▶ **Aim of the exercise**:
Scan the records for "франков". Show the matching lines.

▶ **Records shown**:
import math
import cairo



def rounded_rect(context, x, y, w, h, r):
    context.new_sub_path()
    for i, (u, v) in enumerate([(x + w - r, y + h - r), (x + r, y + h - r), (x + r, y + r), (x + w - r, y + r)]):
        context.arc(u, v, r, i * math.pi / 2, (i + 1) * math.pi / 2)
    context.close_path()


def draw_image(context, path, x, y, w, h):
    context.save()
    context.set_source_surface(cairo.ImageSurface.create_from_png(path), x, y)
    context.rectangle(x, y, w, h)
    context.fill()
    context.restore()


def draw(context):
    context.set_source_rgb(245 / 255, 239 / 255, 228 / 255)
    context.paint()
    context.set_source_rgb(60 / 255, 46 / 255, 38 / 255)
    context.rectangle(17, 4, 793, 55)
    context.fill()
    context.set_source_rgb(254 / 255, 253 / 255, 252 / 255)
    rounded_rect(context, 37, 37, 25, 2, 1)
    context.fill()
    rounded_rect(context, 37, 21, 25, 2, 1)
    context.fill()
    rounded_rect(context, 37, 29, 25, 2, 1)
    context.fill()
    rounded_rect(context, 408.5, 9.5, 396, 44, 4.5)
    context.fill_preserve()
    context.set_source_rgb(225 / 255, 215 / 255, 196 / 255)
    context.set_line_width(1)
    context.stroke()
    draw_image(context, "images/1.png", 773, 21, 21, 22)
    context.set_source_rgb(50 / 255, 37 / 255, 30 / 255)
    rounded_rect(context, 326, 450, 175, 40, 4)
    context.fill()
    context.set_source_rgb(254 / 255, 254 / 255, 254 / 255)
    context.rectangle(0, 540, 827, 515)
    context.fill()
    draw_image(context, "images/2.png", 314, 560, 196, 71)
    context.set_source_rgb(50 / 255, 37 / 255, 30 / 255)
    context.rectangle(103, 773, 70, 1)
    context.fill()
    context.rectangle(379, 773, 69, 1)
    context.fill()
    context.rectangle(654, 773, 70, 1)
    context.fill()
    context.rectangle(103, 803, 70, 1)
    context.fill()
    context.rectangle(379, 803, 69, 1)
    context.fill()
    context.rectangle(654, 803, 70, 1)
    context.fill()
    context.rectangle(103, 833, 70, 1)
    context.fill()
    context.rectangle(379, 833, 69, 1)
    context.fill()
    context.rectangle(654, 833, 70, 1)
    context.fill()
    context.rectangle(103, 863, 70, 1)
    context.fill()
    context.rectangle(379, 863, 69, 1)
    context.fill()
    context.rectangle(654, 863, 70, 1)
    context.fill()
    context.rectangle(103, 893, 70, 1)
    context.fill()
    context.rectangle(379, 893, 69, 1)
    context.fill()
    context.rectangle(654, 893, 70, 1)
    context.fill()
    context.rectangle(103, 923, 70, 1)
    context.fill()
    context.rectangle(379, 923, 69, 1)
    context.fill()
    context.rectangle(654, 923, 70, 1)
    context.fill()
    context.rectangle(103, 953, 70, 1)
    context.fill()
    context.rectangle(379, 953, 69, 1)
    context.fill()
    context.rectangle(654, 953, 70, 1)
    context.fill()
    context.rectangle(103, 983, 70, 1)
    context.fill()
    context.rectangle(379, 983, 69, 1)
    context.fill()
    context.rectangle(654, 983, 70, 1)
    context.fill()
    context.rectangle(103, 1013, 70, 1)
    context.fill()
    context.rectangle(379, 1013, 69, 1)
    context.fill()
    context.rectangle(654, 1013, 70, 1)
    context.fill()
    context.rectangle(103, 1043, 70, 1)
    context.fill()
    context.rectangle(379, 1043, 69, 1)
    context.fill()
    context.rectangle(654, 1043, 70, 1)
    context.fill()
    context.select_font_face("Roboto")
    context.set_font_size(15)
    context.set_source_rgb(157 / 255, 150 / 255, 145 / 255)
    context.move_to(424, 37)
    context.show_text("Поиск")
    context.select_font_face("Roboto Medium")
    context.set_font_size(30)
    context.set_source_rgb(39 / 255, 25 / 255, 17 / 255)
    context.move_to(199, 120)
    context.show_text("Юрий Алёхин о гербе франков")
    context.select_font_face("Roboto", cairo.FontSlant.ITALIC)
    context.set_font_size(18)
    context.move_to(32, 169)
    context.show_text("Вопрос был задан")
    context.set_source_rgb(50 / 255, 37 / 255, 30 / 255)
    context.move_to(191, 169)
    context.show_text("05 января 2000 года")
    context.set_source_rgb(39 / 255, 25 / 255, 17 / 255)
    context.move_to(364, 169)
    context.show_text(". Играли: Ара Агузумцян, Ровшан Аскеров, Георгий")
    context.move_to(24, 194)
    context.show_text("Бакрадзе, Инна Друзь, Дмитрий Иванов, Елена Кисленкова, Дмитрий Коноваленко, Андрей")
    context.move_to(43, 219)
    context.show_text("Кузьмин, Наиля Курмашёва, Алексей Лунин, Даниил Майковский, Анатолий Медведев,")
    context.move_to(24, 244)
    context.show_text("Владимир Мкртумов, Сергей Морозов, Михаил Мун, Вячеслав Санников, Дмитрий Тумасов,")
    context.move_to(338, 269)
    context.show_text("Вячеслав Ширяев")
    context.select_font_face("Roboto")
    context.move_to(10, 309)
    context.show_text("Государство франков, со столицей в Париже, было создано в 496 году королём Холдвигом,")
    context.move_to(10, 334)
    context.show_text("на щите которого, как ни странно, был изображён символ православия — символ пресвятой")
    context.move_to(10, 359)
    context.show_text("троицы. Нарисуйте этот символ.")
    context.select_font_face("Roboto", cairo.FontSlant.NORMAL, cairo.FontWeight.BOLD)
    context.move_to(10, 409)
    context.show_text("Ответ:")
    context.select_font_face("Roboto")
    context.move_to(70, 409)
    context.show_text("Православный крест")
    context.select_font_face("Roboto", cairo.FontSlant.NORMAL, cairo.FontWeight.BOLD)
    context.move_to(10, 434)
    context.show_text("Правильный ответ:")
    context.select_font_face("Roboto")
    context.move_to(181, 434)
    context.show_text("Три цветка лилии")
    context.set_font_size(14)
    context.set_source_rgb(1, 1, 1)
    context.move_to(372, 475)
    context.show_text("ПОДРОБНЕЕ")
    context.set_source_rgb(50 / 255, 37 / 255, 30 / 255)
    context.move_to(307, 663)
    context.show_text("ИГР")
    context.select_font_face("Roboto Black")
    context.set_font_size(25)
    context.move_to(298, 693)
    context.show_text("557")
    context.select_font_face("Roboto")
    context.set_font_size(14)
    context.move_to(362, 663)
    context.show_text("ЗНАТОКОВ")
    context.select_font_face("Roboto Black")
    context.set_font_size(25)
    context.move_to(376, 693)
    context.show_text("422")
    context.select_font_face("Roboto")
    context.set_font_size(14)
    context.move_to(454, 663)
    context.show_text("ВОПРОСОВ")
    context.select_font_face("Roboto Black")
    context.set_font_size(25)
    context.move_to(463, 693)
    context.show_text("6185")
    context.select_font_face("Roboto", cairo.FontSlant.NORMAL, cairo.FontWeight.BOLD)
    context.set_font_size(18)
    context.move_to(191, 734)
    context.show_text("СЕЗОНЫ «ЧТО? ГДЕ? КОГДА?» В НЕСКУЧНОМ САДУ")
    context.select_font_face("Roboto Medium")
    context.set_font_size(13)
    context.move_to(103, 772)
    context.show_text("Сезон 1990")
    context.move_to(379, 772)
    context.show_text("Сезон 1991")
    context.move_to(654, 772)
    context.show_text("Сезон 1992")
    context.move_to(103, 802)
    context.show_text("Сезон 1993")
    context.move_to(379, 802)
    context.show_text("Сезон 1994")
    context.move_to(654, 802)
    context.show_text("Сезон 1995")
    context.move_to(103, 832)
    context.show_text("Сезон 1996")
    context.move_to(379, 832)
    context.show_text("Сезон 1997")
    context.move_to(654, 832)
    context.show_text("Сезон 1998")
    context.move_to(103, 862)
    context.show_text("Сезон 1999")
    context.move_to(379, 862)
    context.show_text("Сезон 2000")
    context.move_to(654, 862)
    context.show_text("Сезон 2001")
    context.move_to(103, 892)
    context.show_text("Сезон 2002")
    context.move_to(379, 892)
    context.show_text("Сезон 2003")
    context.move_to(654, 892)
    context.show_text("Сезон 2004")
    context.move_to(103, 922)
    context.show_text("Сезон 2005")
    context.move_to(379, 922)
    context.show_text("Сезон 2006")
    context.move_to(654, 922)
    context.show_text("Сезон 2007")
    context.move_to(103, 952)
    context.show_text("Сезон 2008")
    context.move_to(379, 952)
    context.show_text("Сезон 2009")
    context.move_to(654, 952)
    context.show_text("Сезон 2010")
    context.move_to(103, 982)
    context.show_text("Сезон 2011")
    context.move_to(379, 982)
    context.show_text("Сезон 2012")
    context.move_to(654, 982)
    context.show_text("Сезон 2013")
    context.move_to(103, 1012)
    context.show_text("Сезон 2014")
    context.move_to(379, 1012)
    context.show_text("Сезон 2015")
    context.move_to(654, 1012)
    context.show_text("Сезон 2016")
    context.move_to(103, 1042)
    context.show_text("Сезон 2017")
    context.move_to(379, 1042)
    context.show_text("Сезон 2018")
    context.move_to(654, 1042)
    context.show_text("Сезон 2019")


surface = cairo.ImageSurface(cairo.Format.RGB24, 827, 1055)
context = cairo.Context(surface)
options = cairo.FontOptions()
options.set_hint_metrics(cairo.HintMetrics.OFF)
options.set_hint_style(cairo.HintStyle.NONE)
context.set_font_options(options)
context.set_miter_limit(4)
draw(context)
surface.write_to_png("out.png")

---

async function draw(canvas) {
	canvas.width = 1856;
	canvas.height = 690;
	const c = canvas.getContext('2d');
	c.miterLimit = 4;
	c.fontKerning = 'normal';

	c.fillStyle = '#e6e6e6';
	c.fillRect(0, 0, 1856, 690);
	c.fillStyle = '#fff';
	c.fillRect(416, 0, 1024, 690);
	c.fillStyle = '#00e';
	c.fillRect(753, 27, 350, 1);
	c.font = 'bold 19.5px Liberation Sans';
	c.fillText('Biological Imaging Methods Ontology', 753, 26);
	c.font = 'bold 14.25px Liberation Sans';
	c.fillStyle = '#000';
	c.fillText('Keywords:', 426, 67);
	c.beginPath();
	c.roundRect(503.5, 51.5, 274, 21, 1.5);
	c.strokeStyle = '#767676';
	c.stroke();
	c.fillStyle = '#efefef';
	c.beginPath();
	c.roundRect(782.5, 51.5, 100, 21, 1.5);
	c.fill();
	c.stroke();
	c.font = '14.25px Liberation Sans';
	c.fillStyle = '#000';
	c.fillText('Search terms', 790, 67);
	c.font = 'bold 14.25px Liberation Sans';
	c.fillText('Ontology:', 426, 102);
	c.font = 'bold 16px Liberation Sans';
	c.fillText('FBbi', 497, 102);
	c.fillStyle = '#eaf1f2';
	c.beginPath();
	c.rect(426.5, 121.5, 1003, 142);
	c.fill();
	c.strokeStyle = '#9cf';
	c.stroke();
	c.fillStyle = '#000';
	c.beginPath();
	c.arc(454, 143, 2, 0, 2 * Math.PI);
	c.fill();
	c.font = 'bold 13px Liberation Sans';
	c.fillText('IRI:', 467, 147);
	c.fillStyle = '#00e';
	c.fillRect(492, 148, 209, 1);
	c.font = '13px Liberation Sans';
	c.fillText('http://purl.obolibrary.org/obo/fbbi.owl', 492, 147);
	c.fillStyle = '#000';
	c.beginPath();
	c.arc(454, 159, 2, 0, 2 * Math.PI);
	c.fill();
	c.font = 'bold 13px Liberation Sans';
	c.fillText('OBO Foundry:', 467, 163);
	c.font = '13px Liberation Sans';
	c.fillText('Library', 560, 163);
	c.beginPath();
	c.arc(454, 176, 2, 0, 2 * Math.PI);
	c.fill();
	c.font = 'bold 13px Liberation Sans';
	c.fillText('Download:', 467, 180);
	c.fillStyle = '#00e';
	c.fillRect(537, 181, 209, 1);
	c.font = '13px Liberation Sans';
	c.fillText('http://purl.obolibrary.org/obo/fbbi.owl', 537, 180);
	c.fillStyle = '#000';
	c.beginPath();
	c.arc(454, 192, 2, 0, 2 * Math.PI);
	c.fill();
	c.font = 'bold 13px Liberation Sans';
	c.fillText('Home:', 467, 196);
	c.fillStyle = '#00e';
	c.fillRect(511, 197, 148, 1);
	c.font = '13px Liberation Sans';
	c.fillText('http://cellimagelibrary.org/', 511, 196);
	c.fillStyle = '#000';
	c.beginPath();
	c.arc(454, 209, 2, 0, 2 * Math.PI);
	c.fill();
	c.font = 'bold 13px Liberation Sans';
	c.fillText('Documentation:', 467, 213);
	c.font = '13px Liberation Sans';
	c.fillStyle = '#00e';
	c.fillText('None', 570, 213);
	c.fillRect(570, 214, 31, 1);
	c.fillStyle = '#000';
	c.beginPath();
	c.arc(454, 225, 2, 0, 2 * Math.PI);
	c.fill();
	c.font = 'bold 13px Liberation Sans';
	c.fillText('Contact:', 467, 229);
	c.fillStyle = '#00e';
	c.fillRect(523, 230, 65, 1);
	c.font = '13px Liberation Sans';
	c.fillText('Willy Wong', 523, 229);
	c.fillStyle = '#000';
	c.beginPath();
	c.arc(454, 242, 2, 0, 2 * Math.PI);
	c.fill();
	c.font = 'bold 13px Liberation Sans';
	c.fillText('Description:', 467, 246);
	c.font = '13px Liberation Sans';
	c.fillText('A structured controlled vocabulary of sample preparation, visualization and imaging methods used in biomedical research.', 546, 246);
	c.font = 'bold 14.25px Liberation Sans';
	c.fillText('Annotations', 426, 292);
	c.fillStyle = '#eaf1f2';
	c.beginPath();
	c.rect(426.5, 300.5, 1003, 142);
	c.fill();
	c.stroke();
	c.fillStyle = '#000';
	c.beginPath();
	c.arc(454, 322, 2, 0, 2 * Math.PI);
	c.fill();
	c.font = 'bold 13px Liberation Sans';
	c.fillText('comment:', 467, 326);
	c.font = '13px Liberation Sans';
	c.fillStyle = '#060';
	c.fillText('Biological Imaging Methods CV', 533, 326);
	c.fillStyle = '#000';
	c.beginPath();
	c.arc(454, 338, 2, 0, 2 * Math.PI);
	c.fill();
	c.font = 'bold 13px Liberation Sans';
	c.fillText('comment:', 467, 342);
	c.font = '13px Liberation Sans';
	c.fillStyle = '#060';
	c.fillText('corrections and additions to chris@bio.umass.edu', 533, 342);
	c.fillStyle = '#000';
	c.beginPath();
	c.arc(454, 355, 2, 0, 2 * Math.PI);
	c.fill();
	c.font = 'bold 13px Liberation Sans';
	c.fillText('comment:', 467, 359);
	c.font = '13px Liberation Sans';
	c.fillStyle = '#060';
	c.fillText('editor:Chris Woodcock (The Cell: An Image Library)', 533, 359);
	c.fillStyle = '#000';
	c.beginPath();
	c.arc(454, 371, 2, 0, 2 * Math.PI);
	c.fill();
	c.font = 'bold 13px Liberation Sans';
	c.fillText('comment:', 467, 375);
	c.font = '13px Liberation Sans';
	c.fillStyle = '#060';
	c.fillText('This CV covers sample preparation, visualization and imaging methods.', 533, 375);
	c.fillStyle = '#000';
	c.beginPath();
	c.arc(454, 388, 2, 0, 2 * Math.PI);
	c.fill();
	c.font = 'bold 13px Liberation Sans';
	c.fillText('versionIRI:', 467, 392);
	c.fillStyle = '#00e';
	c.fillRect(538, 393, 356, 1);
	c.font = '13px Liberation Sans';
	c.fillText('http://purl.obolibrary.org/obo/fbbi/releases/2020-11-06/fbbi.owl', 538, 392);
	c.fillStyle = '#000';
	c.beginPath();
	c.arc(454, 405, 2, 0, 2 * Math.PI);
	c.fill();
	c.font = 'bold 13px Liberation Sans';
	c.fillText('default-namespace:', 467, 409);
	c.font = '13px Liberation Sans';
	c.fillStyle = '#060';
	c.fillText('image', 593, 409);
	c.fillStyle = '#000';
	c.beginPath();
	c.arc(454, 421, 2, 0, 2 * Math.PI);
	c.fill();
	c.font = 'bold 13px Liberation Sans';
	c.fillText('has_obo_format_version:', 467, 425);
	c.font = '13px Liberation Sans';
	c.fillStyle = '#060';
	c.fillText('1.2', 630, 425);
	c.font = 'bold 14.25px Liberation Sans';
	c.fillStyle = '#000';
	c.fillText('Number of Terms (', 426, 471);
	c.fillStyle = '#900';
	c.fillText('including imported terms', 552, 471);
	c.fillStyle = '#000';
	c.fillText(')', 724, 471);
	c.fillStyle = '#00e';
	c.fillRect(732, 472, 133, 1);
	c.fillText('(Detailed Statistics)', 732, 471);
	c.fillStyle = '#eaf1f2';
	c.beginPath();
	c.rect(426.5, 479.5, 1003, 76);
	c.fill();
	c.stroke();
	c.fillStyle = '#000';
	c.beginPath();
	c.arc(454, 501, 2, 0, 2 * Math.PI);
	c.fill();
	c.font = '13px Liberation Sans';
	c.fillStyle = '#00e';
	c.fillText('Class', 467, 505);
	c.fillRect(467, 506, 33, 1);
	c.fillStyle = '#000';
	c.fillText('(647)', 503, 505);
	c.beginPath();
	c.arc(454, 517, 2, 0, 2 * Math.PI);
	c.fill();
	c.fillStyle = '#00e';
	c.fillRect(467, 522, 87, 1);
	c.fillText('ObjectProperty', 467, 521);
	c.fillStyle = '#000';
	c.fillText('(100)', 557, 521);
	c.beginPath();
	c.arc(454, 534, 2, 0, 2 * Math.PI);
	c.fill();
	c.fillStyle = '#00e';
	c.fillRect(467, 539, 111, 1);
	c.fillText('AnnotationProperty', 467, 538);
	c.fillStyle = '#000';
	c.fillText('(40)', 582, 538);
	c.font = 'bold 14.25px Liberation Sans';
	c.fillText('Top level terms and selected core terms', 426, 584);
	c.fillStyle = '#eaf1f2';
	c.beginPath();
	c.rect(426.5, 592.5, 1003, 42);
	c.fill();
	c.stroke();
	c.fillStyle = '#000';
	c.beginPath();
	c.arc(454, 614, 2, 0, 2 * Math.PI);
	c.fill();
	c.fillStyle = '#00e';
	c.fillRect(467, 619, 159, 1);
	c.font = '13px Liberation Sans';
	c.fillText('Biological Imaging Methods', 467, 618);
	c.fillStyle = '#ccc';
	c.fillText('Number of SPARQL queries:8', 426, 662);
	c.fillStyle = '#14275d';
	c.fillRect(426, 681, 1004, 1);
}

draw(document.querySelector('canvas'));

▶ **Expected answer**:
    context.show_text("Юрий Алёхин о гербе франков")
    context.show_text("Государство франков, со столицей в Париже, было создано в 496 году королём Холдвигом,")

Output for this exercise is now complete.